What values of \(\Delta H, \Delta S,\) and \(\Delta G\) would you expect for the formation of an ideal solution of liquid components? (Is each value positive, negative, or zero?)

Short Answer

Expert verified
\(\Delta H = 0\) (neither absorbs nor releases heat), \(\Delta S > 0\) (entropy increases upon mixing), \(\Delta G < 0\) (process is spontaneous) for an ideal solution.

Step by step solution

01

Determine \(\Delta H\)

For an ideal solution, the change in enthalpy (\(\Delta H\)) should be zero. This is because, in an ideal solution, the interactions between the two types of particles (solvent and solute) are assumed to be equal before and after the mixture. If the intermolecular forces do not change upon mixing, no energy is absorbed or released, hence \(\Delta H = 0\).
02

Determine \(\Delta S\)

When two substances mix to form a solution, the entropy (\(\Delta S\)) typically increases because the mix represents a more disordered state compared to the separate pure components.
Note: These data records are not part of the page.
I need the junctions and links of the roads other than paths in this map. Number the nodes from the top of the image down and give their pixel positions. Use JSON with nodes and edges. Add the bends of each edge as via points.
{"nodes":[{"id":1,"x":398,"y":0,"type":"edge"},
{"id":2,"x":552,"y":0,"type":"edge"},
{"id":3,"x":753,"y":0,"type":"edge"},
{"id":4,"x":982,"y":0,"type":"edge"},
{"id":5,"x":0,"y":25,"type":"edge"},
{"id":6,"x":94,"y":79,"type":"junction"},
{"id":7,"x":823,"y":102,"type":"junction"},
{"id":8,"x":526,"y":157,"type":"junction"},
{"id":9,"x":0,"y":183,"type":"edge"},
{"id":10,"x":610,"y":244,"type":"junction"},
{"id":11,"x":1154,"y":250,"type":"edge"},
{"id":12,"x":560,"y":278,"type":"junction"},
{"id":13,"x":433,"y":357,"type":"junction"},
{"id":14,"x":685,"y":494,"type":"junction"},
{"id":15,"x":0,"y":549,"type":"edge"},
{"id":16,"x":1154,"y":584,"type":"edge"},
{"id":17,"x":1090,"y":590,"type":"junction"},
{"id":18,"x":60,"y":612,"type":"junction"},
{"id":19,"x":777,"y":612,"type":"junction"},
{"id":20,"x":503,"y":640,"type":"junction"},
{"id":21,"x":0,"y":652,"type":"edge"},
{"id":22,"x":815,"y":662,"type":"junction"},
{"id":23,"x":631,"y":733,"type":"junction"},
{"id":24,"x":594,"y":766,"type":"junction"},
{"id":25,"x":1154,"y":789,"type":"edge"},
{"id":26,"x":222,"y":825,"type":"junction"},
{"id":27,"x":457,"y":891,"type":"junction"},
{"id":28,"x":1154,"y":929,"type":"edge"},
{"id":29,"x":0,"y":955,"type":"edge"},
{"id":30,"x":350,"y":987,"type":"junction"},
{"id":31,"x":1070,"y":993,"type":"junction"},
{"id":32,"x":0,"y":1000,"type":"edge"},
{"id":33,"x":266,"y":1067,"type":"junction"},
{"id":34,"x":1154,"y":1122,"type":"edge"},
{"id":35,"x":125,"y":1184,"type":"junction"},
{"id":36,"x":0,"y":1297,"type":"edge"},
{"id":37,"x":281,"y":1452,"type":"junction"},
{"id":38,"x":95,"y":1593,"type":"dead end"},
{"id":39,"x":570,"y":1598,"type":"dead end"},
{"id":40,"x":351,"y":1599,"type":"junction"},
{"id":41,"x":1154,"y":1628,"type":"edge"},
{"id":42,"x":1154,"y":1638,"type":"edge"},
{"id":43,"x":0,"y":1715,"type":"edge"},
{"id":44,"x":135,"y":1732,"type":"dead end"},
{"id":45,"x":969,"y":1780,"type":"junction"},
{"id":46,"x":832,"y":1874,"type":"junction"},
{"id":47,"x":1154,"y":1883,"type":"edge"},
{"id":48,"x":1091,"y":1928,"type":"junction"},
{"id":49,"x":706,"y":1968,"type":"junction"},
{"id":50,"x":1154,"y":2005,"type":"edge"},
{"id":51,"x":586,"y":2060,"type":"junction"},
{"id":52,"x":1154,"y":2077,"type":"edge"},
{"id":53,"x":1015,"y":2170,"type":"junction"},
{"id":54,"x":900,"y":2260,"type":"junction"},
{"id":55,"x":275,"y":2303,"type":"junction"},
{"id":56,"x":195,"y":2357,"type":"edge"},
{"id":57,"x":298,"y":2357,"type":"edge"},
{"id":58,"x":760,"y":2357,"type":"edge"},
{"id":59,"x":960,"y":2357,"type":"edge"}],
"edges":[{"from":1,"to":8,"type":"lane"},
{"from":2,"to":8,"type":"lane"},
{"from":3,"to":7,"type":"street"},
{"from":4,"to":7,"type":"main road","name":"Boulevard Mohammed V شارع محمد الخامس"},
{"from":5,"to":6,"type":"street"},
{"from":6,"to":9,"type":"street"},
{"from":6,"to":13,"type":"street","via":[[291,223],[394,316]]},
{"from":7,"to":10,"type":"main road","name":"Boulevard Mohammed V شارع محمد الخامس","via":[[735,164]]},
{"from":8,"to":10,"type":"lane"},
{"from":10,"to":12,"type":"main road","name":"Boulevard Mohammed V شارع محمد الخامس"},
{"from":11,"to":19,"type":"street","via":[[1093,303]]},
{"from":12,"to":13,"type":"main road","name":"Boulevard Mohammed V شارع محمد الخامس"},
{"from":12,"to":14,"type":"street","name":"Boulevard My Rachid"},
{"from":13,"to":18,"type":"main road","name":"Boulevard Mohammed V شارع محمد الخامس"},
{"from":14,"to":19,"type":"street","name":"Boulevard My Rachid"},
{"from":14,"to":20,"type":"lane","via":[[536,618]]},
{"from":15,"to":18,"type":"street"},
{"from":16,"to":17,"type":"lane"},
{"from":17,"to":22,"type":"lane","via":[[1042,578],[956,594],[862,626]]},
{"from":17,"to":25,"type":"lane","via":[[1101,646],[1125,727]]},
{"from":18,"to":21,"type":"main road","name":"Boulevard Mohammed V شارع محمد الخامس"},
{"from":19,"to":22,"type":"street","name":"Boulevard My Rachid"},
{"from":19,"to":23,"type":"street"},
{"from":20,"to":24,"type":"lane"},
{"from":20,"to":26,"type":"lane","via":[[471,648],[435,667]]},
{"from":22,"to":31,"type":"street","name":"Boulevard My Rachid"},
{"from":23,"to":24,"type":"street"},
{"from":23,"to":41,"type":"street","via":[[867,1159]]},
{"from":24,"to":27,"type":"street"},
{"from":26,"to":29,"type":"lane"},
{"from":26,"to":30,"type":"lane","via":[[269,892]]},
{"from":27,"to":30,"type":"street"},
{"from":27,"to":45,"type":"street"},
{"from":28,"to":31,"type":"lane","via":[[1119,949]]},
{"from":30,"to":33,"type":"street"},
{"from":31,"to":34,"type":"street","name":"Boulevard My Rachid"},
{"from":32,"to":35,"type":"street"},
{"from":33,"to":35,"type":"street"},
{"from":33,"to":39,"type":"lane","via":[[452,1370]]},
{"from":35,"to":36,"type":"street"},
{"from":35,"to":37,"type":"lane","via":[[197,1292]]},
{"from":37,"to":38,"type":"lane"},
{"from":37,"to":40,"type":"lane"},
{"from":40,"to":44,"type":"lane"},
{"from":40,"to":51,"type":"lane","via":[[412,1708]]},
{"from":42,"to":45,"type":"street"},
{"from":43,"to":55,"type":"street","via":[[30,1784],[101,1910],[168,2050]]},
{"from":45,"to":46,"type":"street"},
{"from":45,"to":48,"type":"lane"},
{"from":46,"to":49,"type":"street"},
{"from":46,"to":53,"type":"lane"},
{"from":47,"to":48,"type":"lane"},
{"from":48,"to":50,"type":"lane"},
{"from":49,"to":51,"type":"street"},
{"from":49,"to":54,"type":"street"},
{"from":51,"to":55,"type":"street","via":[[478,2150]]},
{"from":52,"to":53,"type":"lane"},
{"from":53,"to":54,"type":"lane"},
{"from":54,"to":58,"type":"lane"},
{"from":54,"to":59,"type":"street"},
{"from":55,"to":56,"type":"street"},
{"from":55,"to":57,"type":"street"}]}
Therefore, \(\Delta S\) for formation of an ideal solution should be positive.
03

Determine \(\Delta G\)

Free energy change (\(\Delta G\)) can be calculated by the formula \(\Delta G = \Delta H - T\Delta S\). From steps 1 and 2, we know that \(\Delta H = 0\) and \(\Delta S > 0\). For a spontaneous process, \(\Delta G\) must be negative or zero. Since the \(\Delta S\) value is positive, and multiplying it by any temperature will be positive, subtracting a positive number from zero will give a negative \(\Delta G\), indicating a spontaneous process. Therefore, the \(\Delta G\) for the formation of an ideal solution should be negative.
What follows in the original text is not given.